Last week I saw the Huntington’s production of The Who and The What by Ayad Akhtar. When I got to the Calderwood, I was (unsurprisingly) one of the youngest people there. It was a typical Huntington audience- very white and very old. This didn’t phase or bother me too much until later on in the evening. The show, directed by BU grad Bevin O’Gara, is at it’s core about a family dealing (or not dealing) with the gender politics of Islam and the generational divides within a Pakistani-American family. The father of the family (played incredibly by Rom Barkhordar) discovers that one of his daughters (Aila Peck) has written a “semi-fictional” novel about the Prophet Muhammad that he considers to be totally blasphemous and reprehensible. Essentially, the daughters novel aims to dissect the original stories of the Qu’ran that have led to the mistreatment of women in the Islamic faith for hundreds of years. An epic, gut-wrenching scene ensues between all parties involved, and ultimately ends with the father disowning his daughter for two years (I know that this is a very boiled down synopsis).
I will say, though this show was not the best or the worst production I’ve seen at the Huntington, it was a bit disappointing. All-in-all, the best word I can think of to describe my experience was “palatable.” While the play centers around very thorny subjects, I couldn’t help but feel that it wasn’t “packing the punches” in many regards. Yes, I left the theatre knowing much more about the intricacies of the Islamic faith and the gender roles embedded within it, but that was kind of it. I think most importantly, I didn’t leave with questions, but rather very definable answers, and that sucks. Personally, I am fascinated and drawn to stories that encourage and demand me to think and react after I have left the theatre; the kind of shows that you can’t stop discussing and dissecting you’re entire journey home. But with The Who and The What, I felt that Akhtar gave me too many neat, pretty bows to feel the need to dissect anything.
While the content was challenging and provocative, the structural form of the play was not. Most of the action took place in a polished, upper-middle class family kitchen, or in a millennial, “Target-chic” looking apartment. Though the dramatic tensions within the plot took turns for the uglier at times, the resolution at the end of the play was heartwarming, expected and a bit underwhelming. Dad And Daughter Reunite In A Park After Two Years Of Not Speaking, And After A Few Minutes of Awkwardness They Make Up And It Is Revealed That The Daughter Is Four Months Pregnant With A Baby Girl, Yay! I don’t know. Maybe I’m too cynical. Like I said, there were a few moments of surprises within the story that did truly grab my attention, but otherwise it was a lackluster event. But something I clocked for myself somewhere in Act II was that maybe I was putting expectations on the show that were hindering my ability to meet it where it was asking me too.
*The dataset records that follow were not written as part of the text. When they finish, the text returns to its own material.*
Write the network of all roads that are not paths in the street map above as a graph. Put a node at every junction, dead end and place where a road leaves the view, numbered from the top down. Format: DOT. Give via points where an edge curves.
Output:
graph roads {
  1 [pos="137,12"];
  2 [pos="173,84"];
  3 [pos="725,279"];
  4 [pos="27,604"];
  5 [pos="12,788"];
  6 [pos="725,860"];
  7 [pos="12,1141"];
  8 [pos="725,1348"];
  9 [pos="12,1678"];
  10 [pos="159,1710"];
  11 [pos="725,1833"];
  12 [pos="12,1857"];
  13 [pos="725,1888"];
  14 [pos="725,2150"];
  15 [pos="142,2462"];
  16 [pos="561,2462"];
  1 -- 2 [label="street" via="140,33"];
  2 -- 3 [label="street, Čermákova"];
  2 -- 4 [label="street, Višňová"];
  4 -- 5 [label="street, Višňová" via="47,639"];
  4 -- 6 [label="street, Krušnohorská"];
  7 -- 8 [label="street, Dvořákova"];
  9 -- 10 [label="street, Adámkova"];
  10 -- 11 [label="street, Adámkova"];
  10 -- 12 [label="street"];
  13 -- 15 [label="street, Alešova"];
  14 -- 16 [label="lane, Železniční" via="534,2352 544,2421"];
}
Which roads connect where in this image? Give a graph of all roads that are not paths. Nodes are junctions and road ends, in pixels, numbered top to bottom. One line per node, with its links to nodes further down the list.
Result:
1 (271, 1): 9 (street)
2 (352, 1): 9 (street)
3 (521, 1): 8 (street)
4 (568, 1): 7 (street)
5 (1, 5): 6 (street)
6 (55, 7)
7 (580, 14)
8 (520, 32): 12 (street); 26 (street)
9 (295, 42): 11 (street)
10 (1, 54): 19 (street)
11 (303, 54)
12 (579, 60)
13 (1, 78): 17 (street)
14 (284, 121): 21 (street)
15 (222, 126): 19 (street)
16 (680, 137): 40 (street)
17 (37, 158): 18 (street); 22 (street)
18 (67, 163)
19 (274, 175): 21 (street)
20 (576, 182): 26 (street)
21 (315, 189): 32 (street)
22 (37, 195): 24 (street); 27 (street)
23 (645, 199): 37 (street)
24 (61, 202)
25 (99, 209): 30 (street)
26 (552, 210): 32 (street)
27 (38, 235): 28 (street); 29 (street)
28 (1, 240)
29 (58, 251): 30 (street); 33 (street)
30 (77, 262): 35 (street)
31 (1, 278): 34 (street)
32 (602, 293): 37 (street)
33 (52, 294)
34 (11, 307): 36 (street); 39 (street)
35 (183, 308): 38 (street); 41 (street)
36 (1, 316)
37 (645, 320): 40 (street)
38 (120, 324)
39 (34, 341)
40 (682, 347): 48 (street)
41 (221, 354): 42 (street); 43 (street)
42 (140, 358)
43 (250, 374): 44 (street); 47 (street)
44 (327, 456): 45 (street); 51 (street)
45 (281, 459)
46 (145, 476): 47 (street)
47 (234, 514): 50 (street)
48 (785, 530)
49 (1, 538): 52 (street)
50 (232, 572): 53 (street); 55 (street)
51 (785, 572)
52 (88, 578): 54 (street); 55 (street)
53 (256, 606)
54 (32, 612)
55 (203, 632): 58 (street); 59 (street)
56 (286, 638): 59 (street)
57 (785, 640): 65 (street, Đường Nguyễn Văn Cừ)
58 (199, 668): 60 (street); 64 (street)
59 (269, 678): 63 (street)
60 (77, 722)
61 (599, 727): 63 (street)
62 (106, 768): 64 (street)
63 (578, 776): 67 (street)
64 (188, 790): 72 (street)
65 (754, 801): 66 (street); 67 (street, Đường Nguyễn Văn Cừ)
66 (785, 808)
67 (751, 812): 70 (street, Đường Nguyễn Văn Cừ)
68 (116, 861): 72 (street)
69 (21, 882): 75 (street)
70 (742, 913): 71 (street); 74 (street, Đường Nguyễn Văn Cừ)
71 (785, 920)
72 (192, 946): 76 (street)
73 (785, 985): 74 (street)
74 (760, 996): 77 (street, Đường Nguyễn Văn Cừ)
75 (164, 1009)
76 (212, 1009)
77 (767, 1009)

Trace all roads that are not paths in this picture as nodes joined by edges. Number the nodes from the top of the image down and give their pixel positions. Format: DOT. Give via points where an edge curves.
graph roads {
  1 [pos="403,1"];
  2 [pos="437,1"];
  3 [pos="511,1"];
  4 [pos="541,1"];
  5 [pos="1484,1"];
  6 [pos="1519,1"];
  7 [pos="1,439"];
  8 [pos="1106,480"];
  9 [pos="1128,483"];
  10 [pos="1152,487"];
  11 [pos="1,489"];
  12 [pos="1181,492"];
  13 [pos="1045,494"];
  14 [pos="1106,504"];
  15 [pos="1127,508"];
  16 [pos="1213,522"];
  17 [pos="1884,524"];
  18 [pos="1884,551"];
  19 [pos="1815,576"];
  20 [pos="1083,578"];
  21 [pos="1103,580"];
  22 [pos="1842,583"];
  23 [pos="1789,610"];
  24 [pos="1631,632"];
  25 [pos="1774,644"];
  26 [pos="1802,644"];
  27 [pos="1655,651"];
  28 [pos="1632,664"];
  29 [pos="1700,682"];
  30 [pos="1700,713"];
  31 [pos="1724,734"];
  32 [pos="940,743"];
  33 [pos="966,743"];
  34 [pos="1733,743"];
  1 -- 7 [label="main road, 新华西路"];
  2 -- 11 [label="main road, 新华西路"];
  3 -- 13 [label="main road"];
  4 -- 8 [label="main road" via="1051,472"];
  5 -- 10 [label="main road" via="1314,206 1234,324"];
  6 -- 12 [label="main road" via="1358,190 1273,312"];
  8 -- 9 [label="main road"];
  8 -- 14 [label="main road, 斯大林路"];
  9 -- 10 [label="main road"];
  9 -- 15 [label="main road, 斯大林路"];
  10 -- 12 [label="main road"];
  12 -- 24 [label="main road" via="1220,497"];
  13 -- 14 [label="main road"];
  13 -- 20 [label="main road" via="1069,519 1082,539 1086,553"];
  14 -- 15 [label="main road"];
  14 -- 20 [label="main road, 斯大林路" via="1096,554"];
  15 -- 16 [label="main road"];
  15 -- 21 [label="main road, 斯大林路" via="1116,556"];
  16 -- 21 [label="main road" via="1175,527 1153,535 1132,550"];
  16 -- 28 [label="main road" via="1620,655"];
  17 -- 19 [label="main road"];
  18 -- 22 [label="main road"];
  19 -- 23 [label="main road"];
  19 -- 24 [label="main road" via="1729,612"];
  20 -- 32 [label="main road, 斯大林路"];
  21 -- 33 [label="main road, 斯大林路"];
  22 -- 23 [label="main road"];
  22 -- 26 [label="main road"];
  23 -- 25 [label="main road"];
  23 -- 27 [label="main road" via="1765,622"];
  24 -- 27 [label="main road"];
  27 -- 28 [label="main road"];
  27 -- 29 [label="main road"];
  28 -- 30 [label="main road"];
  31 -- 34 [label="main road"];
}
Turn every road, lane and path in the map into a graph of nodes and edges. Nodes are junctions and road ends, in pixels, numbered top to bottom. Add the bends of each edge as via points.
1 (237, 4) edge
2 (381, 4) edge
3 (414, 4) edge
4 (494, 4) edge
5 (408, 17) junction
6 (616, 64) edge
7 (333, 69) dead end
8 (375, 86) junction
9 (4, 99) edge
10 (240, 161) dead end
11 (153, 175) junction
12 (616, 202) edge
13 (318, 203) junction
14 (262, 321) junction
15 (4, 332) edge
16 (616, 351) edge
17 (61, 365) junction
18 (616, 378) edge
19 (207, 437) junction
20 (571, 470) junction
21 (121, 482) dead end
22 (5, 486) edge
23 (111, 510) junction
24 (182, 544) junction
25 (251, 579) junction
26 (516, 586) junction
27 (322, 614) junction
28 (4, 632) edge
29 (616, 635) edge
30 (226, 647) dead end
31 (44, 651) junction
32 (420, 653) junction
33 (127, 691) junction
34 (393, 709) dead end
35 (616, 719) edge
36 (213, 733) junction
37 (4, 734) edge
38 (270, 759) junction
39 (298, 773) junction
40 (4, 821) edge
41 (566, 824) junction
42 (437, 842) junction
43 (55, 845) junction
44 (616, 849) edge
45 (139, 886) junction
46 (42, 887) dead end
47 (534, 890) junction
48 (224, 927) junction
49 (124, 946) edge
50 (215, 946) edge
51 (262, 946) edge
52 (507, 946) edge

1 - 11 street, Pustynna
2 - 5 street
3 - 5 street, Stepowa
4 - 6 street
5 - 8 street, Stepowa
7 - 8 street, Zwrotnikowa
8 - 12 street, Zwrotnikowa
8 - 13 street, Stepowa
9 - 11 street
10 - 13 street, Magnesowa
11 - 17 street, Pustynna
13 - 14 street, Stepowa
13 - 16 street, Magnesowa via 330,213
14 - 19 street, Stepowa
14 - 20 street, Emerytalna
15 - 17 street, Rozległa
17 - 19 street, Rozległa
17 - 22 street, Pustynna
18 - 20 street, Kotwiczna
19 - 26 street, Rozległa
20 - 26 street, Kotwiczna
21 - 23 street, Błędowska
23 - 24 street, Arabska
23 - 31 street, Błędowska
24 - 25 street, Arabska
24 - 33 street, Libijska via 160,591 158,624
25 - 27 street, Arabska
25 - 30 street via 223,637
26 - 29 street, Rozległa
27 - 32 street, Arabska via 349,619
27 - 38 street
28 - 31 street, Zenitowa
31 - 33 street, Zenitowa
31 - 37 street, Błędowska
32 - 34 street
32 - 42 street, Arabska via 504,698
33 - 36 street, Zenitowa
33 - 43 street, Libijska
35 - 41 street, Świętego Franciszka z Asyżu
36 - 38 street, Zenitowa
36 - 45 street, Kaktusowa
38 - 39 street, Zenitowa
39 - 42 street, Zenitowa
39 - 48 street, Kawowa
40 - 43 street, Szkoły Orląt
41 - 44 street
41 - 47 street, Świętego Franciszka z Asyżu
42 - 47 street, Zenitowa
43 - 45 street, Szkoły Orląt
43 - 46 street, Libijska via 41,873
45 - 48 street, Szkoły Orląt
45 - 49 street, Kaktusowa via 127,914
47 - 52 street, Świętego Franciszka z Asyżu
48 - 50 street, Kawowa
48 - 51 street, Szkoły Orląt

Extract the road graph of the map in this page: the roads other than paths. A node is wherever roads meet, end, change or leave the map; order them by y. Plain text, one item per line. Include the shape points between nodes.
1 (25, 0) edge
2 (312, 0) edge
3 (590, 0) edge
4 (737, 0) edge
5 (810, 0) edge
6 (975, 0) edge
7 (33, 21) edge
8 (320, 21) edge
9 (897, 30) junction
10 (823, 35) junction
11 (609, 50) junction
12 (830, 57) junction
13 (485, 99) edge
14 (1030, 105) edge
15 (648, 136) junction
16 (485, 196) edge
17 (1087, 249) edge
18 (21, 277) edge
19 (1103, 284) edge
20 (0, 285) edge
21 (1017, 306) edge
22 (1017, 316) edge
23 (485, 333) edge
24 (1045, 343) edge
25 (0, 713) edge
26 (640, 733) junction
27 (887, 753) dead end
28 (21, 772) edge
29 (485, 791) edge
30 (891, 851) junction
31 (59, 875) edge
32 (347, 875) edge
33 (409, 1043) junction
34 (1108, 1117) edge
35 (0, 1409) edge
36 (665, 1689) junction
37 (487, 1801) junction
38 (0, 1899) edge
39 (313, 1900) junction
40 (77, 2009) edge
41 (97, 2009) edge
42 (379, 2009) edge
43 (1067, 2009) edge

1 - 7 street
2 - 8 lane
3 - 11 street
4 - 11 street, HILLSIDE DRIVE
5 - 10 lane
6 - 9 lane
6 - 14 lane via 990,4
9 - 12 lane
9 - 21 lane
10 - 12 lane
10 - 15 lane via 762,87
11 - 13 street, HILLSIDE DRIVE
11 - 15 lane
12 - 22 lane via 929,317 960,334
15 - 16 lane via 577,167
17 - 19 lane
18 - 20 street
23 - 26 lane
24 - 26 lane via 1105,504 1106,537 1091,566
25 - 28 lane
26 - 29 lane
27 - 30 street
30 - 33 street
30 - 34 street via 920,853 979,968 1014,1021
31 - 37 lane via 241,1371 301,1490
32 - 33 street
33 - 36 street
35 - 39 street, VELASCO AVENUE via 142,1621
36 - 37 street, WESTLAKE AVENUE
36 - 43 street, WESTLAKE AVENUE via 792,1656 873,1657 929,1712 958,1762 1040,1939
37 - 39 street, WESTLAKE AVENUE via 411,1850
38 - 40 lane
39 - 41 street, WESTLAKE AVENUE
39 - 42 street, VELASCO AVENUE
This was the first show I’ve been able to see in the past few months since taking Contemporary Drama since my schedule has finally started to die down, and I realized I approached seeing The Who and The What like as if it was an assignment for class. Now, I recognize that on some levels this may seem necessary and a give-in (I mean, it is a contemporary play after all), but for this instance, the standards I was placing on it were unfair and hindered my ability to be a receptive audience member at times. I find the work we read in class every week so inspiring, challenging and surprising in the best ways possible that I found myself waiting for the moment when the “real” chaos would ensue. This is the first time in my life that I’ve had the opportunity to encounter plays on a weekly basis that challenge me as an actor, a student, and a person. So yes, The Who and The What may have been an “easy read”, but there was still value there. The story was one that I don’t think many Huntington audiences have encountered before, and that is a victory in and of itself.